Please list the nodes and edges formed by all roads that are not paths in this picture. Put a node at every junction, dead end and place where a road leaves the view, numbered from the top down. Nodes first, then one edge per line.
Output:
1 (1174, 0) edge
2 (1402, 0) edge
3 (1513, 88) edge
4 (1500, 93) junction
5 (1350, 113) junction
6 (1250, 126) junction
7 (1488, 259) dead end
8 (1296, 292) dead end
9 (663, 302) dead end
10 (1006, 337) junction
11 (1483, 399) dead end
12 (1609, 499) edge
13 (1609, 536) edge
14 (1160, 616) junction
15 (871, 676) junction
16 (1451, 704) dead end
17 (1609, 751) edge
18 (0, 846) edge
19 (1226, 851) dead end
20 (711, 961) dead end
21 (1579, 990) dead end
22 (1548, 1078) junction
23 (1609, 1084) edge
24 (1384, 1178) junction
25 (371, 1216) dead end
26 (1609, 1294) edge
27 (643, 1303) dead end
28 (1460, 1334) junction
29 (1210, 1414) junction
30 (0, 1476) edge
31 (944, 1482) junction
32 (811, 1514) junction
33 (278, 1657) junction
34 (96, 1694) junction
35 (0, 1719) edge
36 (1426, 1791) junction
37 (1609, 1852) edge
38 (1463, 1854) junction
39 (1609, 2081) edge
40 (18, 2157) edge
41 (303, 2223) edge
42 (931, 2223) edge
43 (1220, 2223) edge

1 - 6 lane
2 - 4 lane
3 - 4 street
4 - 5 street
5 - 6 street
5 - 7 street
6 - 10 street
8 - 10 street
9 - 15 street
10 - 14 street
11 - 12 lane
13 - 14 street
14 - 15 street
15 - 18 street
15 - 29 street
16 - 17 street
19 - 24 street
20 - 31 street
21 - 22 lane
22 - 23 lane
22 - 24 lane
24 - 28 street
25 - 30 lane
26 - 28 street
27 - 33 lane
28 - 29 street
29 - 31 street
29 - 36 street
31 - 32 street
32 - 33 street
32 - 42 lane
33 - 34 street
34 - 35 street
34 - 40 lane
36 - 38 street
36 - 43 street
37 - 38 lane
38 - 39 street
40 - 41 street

-=-=-

> [Problem to solve] Please return every line of the records above that contains the word "lane".

> [Final answer]
1 - 6 lane
2 - 4 lane
11 - 12 lane
21 - 22 lane
22 - 23 lane
22 - 24 lane
25 - 30 lane
27 - 33 lane
32 - 42 lane
34 - 40 lane
37 - 38 lane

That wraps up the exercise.